#### [Problem statement]
Transcribe exactly the lines that fall between the one holding "x r add y moveto" and the one holding "4 setmiterlimit", inclusive, from the entries below.

━━━━━ Supplied records

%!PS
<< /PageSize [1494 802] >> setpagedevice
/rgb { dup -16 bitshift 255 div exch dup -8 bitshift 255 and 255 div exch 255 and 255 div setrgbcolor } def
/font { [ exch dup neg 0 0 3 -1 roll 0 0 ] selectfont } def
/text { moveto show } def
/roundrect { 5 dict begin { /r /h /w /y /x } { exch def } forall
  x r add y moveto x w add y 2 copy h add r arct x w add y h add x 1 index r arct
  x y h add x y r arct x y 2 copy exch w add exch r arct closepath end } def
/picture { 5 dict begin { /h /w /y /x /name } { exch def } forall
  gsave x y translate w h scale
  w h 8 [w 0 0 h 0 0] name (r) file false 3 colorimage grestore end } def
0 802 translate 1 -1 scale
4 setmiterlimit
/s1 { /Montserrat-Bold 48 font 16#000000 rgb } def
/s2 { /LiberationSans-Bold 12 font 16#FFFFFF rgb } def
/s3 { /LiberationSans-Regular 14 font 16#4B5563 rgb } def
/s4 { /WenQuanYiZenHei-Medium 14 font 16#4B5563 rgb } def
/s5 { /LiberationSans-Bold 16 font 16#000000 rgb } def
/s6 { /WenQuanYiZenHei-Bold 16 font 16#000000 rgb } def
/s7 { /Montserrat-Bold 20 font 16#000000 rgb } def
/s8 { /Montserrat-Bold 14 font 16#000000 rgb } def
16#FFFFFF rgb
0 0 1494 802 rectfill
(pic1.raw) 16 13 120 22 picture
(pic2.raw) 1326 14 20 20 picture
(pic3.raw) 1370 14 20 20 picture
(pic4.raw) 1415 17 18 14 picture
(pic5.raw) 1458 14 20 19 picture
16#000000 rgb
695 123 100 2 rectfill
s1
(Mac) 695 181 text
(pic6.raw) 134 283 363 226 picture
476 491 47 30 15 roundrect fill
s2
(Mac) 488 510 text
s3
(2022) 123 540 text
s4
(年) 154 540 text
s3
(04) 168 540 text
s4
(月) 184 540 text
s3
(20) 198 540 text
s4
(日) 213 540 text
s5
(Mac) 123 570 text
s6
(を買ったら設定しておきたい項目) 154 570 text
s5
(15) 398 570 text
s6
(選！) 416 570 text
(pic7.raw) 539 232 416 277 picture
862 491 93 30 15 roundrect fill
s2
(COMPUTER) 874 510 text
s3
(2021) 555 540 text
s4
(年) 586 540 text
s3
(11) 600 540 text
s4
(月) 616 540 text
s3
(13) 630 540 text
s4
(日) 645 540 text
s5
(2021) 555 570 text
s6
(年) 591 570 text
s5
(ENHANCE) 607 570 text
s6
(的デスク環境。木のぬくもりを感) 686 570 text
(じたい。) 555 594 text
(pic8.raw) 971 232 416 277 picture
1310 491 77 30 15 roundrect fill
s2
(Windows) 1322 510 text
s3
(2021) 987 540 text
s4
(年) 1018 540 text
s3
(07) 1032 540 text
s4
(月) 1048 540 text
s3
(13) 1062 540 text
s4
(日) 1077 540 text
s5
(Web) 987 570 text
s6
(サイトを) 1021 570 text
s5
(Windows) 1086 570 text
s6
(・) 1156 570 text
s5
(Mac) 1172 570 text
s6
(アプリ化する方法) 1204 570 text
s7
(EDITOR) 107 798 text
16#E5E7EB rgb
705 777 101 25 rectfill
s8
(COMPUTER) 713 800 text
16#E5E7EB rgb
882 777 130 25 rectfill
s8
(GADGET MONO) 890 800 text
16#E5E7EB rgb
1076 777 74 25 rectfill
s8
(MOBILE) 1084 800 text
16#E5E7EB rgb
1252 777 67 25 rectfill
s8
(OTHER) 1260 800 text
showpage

━━━━━━━━━━

#### [Written answer]
  x r add y moveto x w add y 2 copy h add r arct x w add y h add x 1 index r arct
  x y h add x y r arct x y 2 copy exch w add exch r arct closepath end } def
/picture { 5 dict begin { /h /w /y /x /name } { exch def } forall
  gsave x y translate w h scale
  w h 8 [w 0 0 h 0 0] name (r) file false 3 colorimage grestore end } def
0 802 translate 1 -1 scale
4 setmiterlimit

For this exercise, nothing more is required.